C, E The registered nurse (RN) cannot delegate the nursing process, so the RN should assess the client's continued need for the waist restraint, and perform the ongoing assessment including the condition of the client's skin, circulation, and if the restraint is too tight. The nurse may safely delegate providing a bedpan and pericare, and obtaining, recording, and reporting vital signs to the RN.
A registered nurse is overseeing the care of numerous residents in a care facility. Which tasks can the nurse safely delegate to unlicensed assistive personnel (UAP)? Select all that apply. A) Assessing a new resident's risk for falls B) Assessing the circulation of a resident in extremity restraints C) Removing items that have been deemed a risk for falls from a resident's room D) Helping a resident safely ambulate to the bathroom from her bed E) Applying a waist restraint that has been ordered for a resident
C,D Activities related to the prevention of falls may be delegated to UAP. Applying restraints, assessing a client in restraints, or assessing a person's risk for falls would be beyond the scope of UAP.
For which client might skeletal traction be indicated? A) A client with a fractured arm B) A client with a dislocated shoulder C) A client with a skull fracture D) A client with a fractured cervical spine
D Skeletal traction provides pull to a body part by attaching weight directly to the bone using pins, screws, wires, or tongs. It is used to immobilize a body part for prolonged periods. This method of traction is used to treat fractures of the femur, tibia, and cervical spine.
A nurse is preparing to implement an order for the use of restraints to ensure a client's safety. Which statement accurately describes a guideline to follow? A) Respond to the past history of the client (including previous falls) to determine the need for restraints. B) Alert the health care provider and the client's family if restraints are ordered by the client's primary nurse. C) Individualize the use of restraints and choose the most easily used device. D) Time-limit the use of restraints and release the client from the restraint as soon as he or she is no longer a risk to self or others.

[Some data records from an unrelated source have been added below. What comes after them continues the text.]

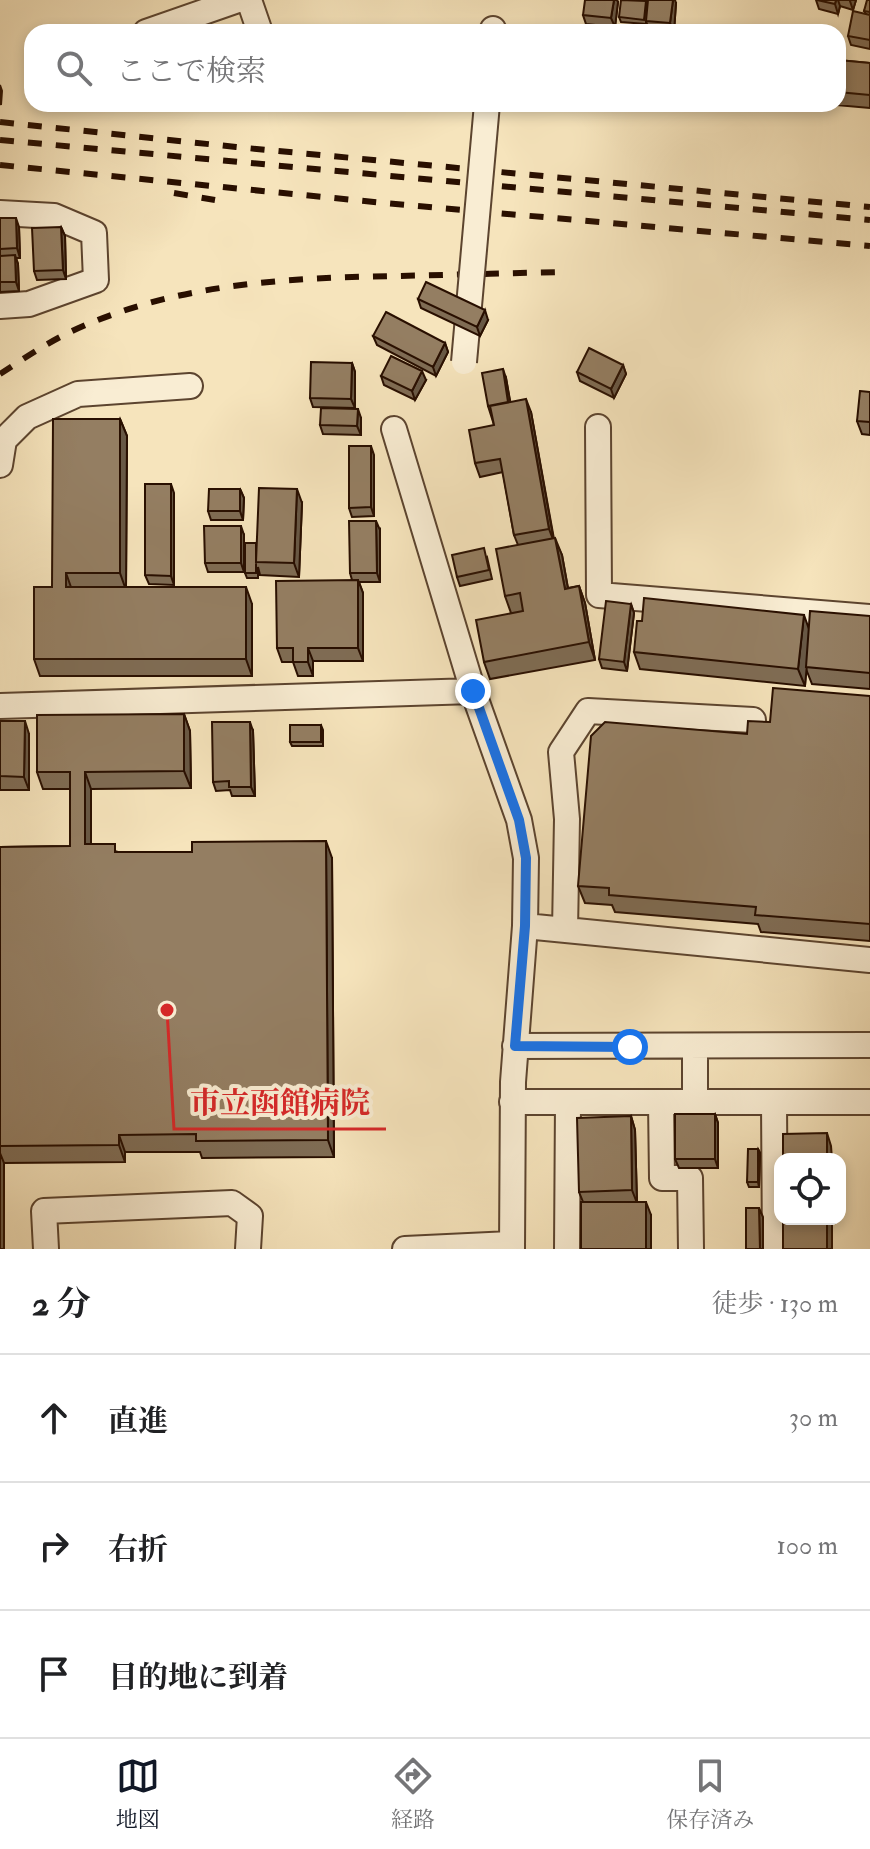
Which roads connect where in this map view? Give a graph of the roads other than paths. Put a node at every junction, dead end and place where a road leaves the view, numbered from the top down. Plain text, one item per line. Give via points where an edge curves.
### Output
1 (238, 0) edge
2 (249, 0) edge
3 (169, 24) edge
4 (257, 24) edge
5 (486, 112) edge
6 (0, 213) edge
7 (0, 306) edge
8 (464, 362) dead end
9 (190, 386) dead end
10 (598, 427) dead end
11 (394, 429) dead end
12 (0, 465) edge
13 (870, 617) edge
14 (473, 691) junction
15 (0, 706) edge
16 (753, 720) edge
17 (525, 926) junction
18 (565, 930) junction
19 (870, 960) edge
20 (870, 1045) edge
21 (515, 1046) junction
22 (695, 1048) junction
23 (512, 1102) junction
24 (568, 1102) junction
25 (661, 1102) junction
26 (695, 1102) junction
27 (774, 1102) junction
28 (870, 1102) edge
29 (512, 1246) edge
30 (46, 1249) edge
31 (248, 1249) edge
32 (405, 1249) edge
33 (567, 1249) edge
34 (691, 1249) edge
35 (775, 1249) edge

1 - 3 street
2 - 4 street
5 - 8 street, bridge
6 - 7 street via 54,216 94,233 96,280 29,304
9 - 12 street via 78,394 27,417 4,440
10 - 13 street via 599,595
11 - 14 street
14 - 15 street
14 - 17 street via 519,820 526,858
16 - 18 street via 588,711 561,752 567,819
17 - 18 street
17 - 21 street
18 - 19 street
20 - 22 street
21 - 22 street
21 - 23 street
22 - 26 street
23 - 24 street
23 - 29 street
24 - 25 street
24 - 33 street
25 - 26 street
25 - 34 street via 662,1178 690,1178
26 - 27 street
27 - 28 street
27 - 35 street
29 - 32 street
30 - 31 street via 44,1211 232,1203 250,1216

D The client should be released from the restraint as soon as he or she is no longer a risk to self or others. Decisions should be based on the client's present status, not on his or her history. Restraints must be ordered by a health care provider and the least restrictive device should be used.

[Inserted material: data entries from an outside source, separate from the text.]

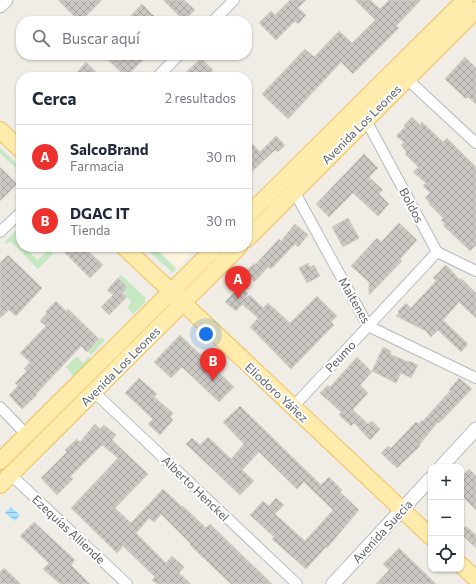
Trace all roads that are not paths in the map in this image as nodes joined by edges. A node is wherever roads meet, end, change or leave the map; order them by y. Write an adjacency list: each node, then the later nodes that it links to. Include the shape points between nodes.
1 (6, 0): 4 (street)
2 (234, 0): 6 (street)
3 (465, 0): 15 (main road, Avenida Los Leones)
4 (0, 6)
5 (476, 10): 9 (main road, Avenida Los Leones)
6 (218, 16)
7 (174, 60): 8 (street)
8 (162, 72)
9 (408, 79): 10 (main road, Avenida Los Leones); 12 (street)
10 (366, 120): 14 (main road, Avenida Los Leones); 22 (street, Boldos)
11 (0, 130): 13 (main road)
12 (476, 143)
13 (16, 145)
14 (294, 191): 18 (main road, Avenida Los Leones); 26 (street, Maitenes)
15 (252, 211)
16 (16, 217): 17 (street)
17 (0, 232)
18 (252, 233)
19 (129, 252): 24 (main road, Eliodoro Yáñez)
20 (211, 252): 24 (main road, Avenida Los Leones)
21 (234, 252): 25 (main road, Avenida Los Leones)
22 (438, 252): 23 (street); 26 (street, Peumo)
23 (476, 271)
24 (172, 292): 25 (main road, Eliodoro Yáñez); 32 (main road, Avenida Los Leones)
25 (184, 303): 28 (main road, Avenida Los Leones); 29 (main road, Eliodoro Yáñez)
26 (368, 326): 27 (street, Maitenes); 29 (street, Peumo)
27 (476, 378)
28 (94, 392): 35 (main road, Avenida Los Leones); 42 (street, Alberto Henckel)
29 (293, 406): 37 (main road, Eliodoro Yáñez)
30 (0, 407): 32 (street)
31 (476, 429): 34 (street)
32 (27, 435): 33 (main road, Avenida Los Leones)
33 (0, 461)
34 (444, 464)
35 (5, 480): 41 (street, Ezequías Alliende)
36 (428, 481): 37 (street, Avenida Suecia)
37 (402, 510): 38 (main road, Eliodoro Yáñez); 43 (street, Avenida Suecia)
38 (430, 536)
39 (464, 568): 40 (main road)
40 (476, 579)
41 (127, 584)
42 (297, 584)
43 (333, 584)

A nurse is ambulating a client. The client catches her foot on the bed frame and begins to fall. How should the nurse best prevent or minimize damage from this fall? A) The nurse should place his or her feet close together with one foot in front of the other. B) The nurse should rock his or her pelvis out on the opposite side of the client. C) The nurse should grasp the gait belt and pull the client's body backward away from his or her body. D) The nurse should gently slide the client down his or her body to the floor.
D The nurse should place feet wide apart, with one foot in front and rock pelvis out on the side nearest the client. The nurse should grasp the gait belt and support the client by pulling his or her weight backward against his or her body and then gently sliding the client down his or her body to the floor, protecting the client's head.

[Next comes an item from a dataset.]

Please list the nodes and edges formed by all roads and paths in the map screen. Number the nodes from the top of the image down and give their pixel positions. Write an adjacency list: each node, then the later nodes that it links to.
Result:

For which client would a pneumatic compression device (PCD) be most clearly indicated? A) A postoperative client who has had bowel surgery B) A client with severe edema following a hip replacement C) A postoperative client with osteoarthritis and arterial occlusive disease D) A postoperative client suspected of having deep vein thrombosis (DVT)
A PCDs are contraindicated in clients with suspected or existing DVT. They should not be used for clients with arterial occlusive disease, severe edema, cellulitis, phlebitis, a skin graft, or an infection of the extremity.